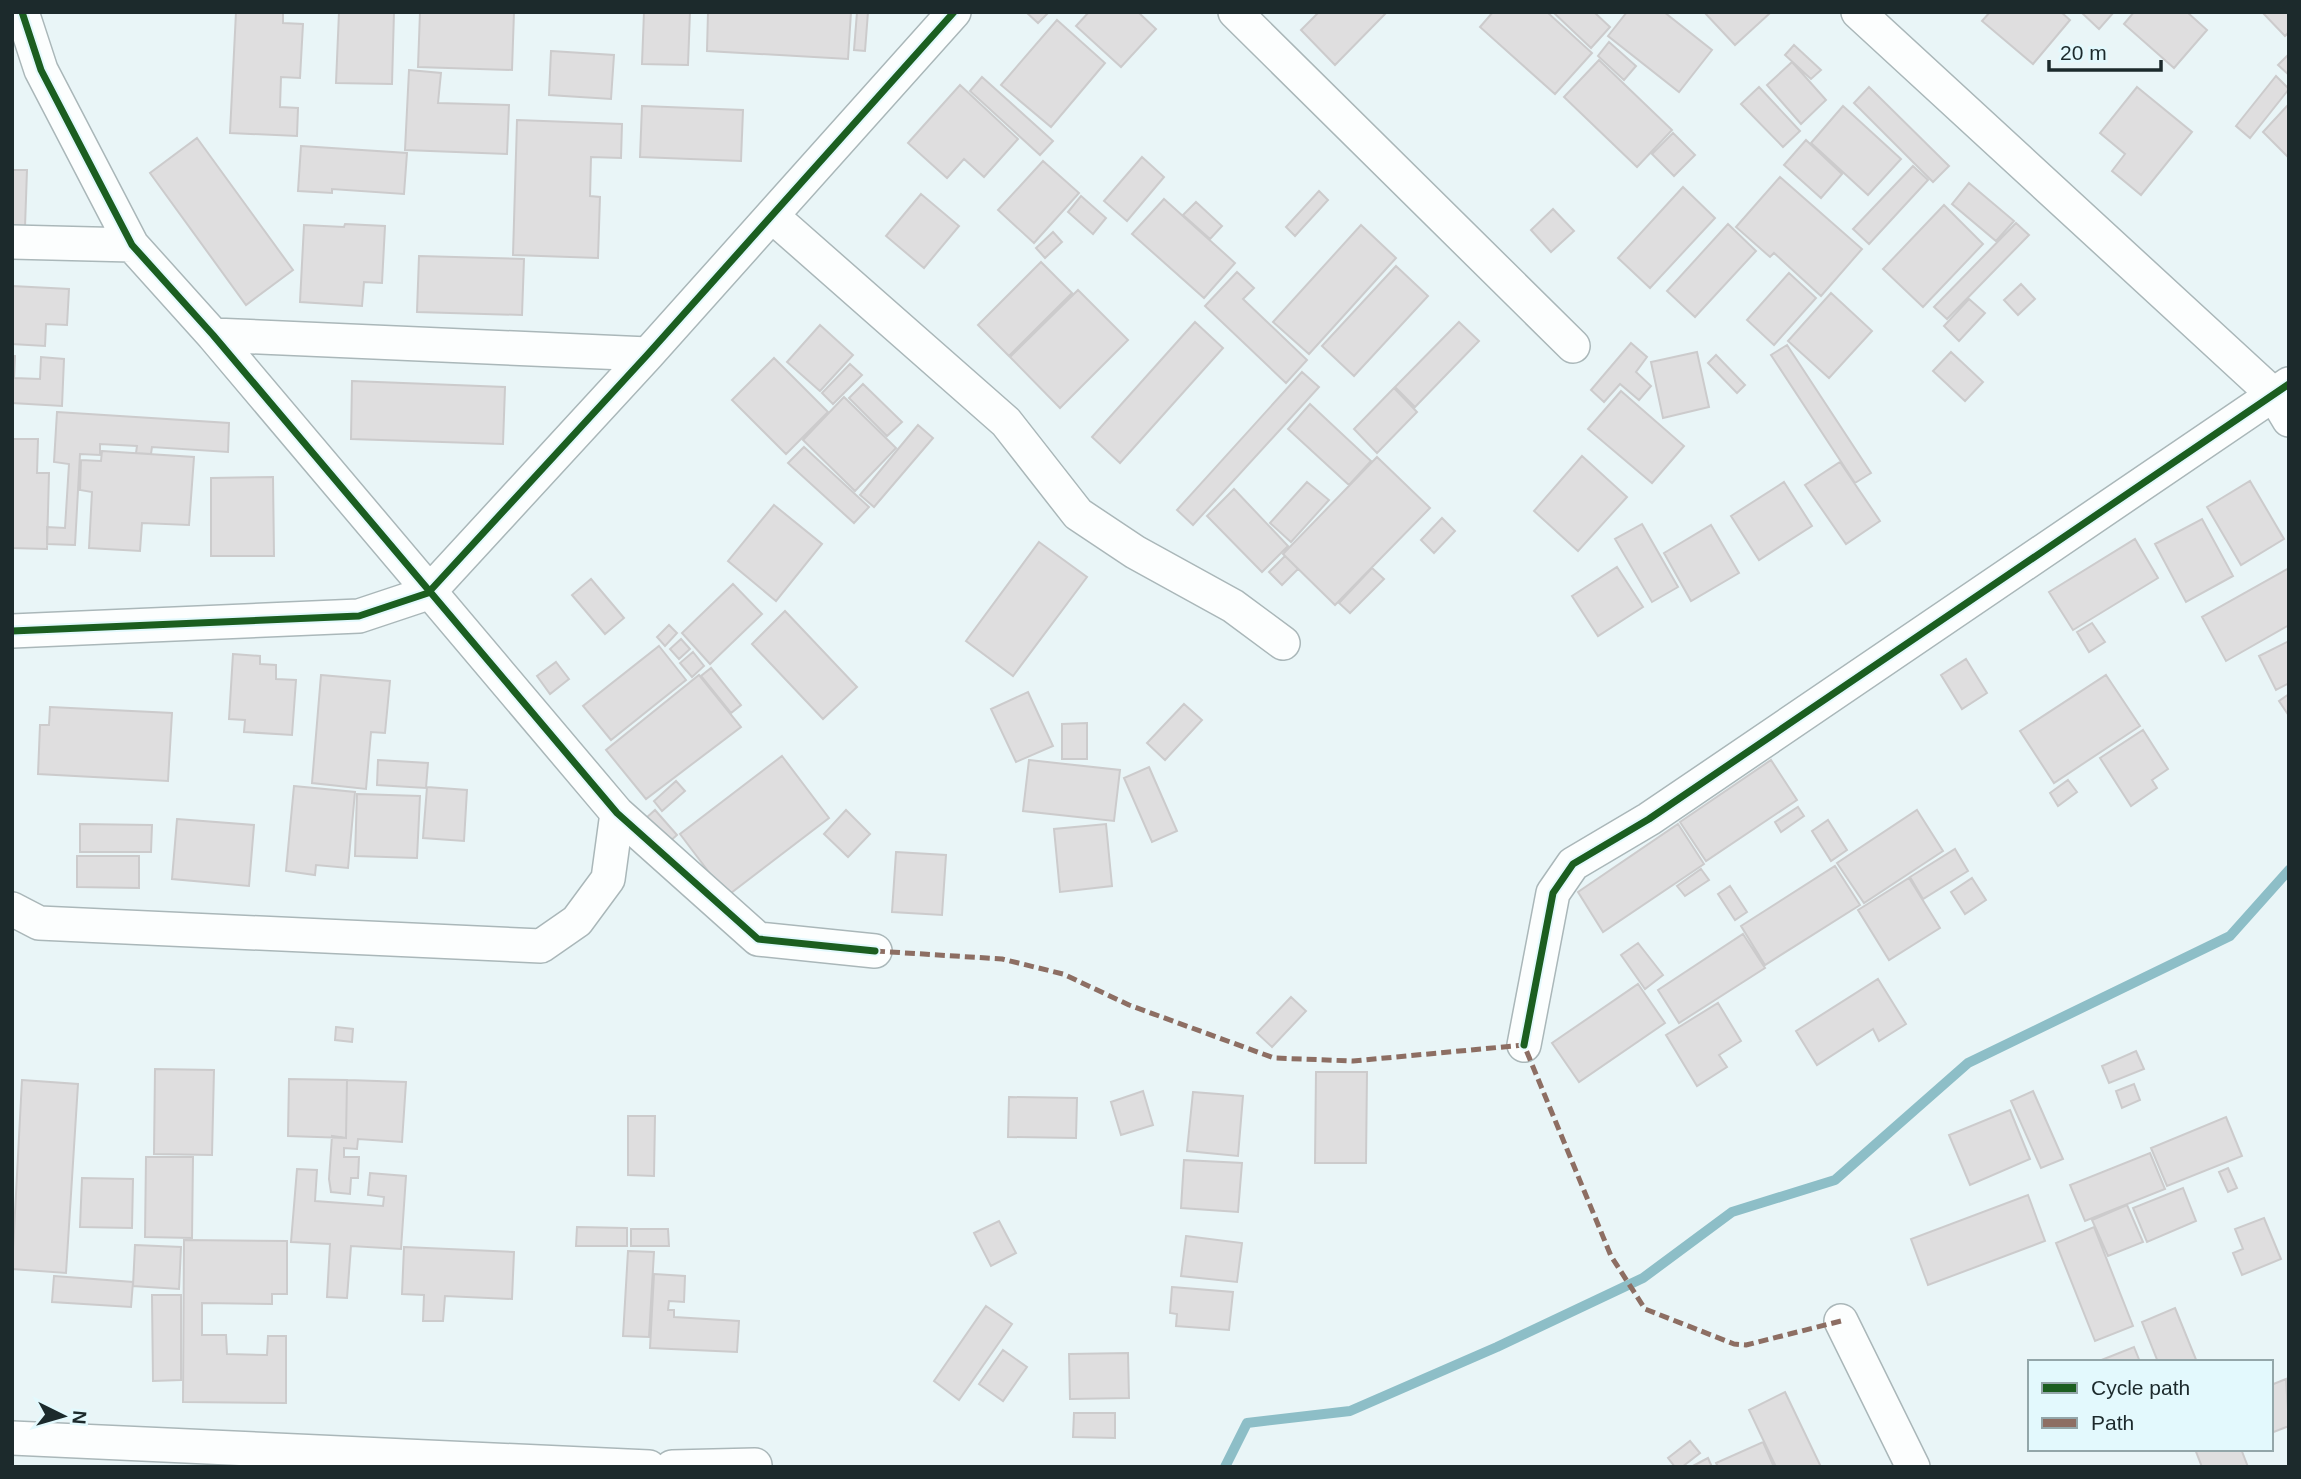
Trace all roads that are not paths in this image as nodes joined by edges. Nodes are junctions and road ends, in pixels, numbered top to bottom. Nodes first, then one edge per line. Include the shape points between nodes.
1 (22, 12) edge
2 (954, 12) edge
3 (1235, 12) edge
4 (1858, 12) edge
5 (772, 216) junction
6 (12, 243) edge
7 (132, 245) junction
8 (213, 335) junction
9 (1573, 346) dead end
10 (648, 354) junction
11 (2284, 400) edge
12 (428, 593) junction
13 (12, 631) edge
14 (1283, 643) dead end
15 (617, 813) junction
16 (12, 909) edge
17 (875, 951) dead end
18 (1524, 1045) dead end
19 (1841, 1321) dead end
20 (12, 1437) edge
21 (755, 1465) dead end
22 (649, 1467) edge
23 (673, 1467) edge
24 (1913, 1467) edge

1 - 7 street via 41,70
2 - 5 street
3 - 9 street
4 - 11 street
5 - 10 street
5 - 14 street via 1006,422 1078,514 1135,552 1233,606
6 - 7 street
7 - 8 street
8 - 10 street
8 - 12 street
10 - 12 street
11 - 18 street via 1649,819 1573,864 1553,893
12 - 13 street via 359,616
12 - 15 street
15 - 16 street via 608,878 577,921 541,946 39,923
15 - 17 street via 758,939
19 - 24 street
20 - 22 street
21 - 23 street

-*-

:: Exercise instructions ::
Using the material above, return every line exactly as it appears, minus the pictures.

:: Output below ::
Trace all roads that are not paths in this image as nodes joined by edges. Nodes are junctions and road ends, in pixels, numbered top to bottom. Nodes first, then one edge per line. Include the shape points between nodes.
1 (22, 12) edge
2 (954, 12) edge
3 (1235, 12) edge
4 (1858, 12) edge
5 (772, 216) junction
6 (12, 243) edge
7 (132, 245) junction
8 (213, 335) junction
9 (1573, 346) dead end
10 (648, 354) junction
11 (2284, 400) edge
12 (428, 593) junction
13 (12, 631) edge
14 (1283, 643) dead end
15 (617, 813) junction
16 (12, 909) edge
17 (875, 951) dead end
18 (1524, 1045) dead end
19 (1841, 1321) dead end
20 (12, 1437) edge
21 (755, 1465) dead end
22 (649, 1467) edge
23 (673, 1467) edge
24 (1913, 1467) edge

1 - 7 street via 41,70
2 - 5 street
3 - 9 street
4 - 11 street
5 - 10 street
5 - 14 street via 1006,422 1078,514 1135,552 1233,606
6 - 7 street
7 - 8 street
8 - 10 street
8 - 12 street
10 - 12 street
11 - 18 street via 1649,819 1573,864 1553,893
12 - 13 street via 359,616
12 - 15 street
15 - 16 street via 608,878 577,921 541,946 39,923
15 - 17 street via 758,939
19 - 24 street
20 - 22 street
21 - 23 street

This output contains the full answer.